Esther dropped her hands. ‘I really don't know.'

Clem grinned, signalled an apology for his insistence and left the room, already uninterested, remembering the unsatisfactory meeting in the office.

Alone, Esther closed her eyes and took a deep breath. A dozen voices chattered in her brain. She chose to hear one that asked: Why did you lie to him? And she cried, But how did I? What did I say that wasn't true?

For the first time she knew the remorse that comes with concealment where none has existed: remorse that was like firm, bony fingers pressing on a bruise, not entirely painful, pleasing in its pain.

She went about the large, high-ceilinged kitchen opening cupboards blankly, standing, looking, realising dully—cream and sugar; remembering—cups and spoons.
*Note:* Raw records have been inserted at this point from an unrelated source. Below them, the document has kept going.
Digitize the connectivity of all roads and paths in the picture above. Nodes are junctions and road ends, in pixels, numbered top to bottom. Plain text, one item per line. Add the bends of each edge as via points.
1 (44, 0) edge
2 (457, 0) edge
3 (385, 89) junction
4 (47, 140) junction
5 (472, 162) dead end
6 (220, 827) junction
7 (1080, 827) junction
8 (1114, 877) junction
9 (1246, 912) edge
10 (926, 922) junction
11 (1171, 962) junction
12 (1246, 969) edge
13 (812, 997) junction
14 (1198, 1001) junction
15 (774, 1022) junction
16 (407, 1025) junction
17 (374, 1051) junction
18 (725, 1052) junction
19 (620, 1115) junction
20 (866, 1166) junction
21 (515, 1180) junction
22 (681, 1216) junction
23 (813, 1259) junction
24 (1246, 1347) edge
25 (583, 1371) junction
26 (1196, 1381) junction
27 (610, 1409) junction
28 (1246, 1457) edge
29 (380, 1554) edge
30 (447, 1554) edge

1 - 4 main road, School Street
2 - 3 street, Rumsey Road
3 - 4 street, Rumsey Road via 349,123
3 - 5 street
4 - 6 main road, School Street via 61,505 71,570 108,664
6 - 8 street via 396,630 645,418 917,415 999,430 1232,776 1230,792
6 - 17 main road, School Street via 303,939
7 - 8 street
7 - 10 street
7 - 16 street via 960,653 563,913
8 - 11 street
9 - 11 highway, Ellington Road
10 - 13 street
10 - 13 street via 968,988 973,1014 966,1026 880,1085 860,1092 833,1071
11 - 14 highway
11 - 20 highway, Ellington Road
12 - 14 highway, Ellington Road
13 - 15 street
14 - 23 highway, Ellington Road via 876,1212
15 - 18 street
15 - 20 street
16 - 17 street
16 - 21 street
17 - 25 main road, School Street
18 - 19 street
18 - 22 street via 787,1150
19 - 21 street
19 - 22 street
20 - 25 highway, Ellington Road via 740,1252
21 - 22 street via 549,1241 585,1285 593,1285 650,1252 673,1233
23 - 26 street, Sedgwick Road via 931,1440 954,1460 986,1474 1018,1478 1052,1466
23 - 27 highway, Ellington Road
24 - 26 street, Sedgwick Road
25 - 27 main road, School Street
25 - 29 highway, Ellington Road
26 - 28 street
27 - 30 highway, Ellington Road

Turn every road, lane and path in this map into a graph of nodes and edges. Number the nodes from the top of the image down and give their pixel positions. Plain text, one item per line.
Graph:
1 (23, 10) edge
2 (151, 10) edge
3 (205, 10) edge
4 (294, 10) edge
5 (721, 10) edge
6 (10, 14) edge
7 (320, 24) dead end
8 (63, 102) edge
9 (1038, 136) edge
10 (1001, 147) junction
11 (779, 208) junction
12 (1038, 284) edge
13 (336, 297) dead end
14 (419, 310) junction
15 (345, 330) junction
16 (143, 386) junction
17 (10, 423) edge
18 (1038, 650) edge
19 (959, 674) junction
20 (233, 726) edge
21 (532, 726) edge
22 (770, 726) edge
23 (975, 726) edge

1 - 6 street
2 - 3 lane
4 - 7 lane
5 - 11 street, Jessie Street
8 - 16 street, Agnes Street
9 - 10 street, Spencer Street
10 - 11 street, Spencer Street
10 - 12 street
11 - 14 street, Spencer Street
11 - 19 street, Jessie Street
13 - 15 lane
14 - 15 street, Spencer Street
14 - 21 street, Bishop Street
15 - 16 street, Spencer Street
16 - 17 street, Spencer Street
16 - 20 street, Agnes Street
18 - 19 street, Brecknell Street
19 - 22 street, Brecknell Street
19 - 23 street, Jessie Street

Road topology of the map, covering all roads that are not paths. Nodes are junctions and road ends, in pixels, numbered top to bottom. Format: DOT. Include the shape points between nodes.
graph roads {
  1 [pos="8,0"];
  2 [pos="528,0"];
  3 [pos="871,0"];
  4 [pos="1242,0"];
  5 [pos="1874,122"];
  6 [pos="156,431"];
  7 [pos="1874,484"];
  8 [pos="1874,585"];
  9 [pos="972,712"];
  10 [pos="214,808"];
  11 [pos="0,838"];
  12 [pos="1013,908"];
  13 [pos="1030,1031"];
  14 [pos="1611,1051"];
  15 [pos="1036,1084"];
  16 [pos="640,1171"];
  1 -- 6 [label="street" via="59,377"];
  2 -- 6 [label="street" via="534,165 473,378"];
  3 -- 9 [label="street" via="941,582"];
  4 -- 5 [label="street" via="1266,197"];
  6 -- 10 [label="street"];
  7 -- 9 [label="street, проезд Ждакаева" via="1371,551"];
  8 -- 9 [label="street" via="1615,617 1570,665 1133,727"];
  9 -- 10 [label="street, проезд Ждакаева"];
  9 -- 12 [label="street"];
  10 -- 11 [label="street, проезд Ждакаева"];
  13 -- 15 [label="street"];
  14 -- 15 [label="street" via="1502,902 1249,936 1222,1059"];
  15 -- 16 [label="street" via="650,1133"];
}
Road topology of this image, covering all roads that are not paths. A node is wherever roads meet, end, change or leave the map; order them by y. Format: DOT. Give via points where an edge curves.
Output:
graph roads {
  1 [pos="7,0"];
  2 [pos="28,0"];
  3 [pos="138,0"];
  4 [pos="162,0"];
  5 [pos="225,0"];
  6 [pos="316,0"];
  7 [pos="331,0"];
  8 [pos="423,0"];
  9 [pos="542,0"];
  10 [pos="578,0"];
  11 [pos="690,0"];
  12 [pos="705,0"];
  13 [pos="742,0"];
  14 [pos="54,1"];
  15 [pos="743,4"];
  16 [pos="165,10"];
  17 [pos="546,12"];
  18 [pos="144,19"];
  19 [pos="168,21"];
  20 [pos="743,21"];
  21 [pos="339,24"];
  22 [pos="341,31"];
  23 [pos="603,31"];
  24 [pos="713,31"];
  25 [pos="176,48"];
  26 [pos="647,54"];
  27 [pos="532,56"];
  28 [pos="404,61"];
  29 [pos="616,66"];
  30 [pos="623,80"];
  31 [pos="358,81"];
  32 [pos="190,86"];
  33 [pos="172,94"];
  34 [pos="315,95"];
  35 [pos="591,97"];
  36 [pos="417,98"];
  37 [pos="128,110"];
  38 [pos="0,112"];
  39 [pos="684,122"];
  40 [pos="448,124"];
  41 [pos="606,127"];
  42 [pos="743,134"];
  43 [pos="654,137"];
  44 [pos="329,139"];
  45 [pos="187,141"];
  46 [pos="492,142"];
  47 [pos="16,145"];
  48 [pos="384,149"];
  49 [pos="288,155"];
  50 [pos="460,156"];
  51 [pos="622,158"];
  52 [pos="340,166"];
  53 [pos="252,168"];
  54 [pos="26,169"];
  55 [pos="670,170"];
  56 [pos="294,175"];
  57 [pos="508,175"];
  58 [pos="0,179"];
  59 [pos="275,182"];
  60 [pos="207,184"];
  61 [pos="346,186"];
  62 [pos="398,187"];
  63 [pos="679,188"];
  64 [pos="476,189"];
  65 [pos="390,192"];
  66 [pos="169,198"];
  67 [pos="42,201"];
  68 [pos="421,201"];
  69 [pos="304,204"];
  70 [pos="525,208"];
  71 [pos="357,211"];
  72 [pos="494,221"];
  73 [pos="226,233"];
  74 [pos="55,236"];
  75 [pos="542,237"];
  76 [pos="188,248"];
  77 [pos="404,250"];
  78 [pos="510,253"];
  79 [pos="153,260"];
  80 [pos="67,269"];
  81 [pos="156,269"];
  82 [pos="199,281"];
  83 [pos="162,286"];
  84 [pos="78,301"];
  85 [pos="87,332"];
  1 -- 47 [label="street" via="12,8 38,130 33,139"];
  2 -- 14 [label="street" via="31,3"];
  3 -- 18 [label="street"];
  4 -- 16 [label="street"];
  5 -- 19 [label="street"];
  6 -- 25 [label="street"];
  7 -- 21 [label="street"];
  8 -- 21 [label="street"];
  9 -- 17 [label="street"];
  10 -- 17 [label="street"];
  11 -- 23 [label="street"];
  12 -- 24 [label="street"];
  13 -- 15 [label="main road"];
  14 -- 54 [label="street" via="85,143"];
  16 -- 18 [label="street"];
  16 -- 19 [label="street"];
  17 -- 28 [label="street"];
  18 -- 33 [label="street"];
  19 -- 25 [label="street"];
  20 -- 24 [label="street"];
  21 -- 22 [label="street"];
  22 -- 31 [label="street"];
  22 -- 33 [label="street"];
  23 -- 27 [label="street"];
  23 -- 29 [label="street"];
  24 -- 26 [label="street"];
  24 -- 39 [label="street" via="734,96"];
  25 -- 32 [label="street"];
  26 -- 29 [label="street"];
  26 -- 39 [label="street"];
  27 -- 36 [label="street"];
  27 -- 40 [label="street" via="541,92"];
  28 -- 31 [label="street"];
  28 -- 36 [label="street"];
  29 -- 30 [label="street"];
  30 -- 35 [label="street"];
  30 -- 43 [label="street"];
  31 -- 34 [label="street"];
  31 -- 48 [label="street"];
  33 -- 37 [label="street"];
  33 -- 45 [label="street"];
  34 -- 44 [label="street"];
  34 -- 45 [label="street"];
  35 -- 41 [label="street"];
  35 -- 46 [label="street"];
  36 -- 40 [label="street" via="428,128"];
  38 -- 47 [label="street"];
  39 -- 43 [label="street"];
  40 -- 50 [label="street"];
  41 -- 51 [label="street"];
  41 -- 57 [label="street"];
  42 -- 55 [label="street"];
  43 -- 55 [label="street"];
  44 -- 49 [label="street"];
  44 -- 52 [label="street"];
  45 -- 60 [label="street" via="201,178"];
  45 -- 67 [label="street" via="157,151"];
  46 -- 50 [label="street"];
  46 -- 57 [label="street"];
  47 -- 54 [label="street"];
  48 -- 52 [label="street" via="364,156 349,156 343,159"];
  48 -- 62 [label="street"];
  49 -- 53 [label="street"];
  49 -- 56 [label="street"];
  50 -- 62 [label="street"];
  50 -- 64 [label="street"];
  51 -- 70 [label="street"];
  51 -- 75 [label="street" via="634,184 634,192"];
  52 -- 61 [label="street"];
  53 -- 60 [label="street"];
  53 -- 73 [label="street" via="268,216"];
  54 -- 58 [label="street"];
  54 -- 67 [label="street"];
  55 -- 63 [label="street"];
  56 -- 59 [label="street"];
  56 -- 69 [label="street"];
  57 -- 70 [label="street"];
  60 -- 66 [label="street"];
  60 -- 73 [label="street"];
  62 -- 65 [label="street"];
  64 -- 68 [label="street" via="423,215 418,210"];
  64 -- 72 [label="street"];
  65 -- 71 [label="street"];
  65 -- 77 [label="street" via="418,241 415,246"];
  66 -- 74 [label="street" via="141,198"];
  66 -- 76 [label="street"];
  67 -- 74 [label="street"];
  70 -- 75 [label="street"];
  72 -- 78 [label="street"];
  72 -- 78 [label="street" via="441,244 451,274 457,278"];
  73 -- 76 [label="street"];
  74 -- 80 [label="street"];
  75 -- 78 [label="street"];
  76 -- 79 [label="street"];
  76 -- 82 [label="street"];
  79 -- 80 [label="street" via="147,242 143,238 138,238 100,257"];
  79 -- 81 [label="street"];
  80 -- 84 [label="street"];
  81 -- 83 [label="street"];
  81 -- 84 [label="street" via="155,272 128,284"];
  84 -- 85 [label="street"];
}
The reality of, the necessity for, each concrete object was acknowledged grudgingly by a brain besieged, by senses that surged, phrenetically excited.

She carried through the tray. When David came in a few minutes later he beamed on her, on the shining cups, then, rubbing his hands together, murmured, ‘Chess!'

CHAPTER THREE

She stood on the comer at the bottom of the hill and felt the warm breeze blowing in from the sea. It was ten minutes past seven. There was no moon, but a myriad stars, shining white and strong, lit the sky and cast shadows on the earth. Esther raised her face, marvelling at their brilliance. It seemed a night of unusual magnificence.

A few hundred yards in front of her the harbour stretched, dark now, forked and islanded, hung for mile on mile with rocky cliffs and ancient gums, with fresh white houses and limp spring flowers. Ferries, constellations of light, moved across from north to south and south to north, crossing and recrossing from city to suburbs.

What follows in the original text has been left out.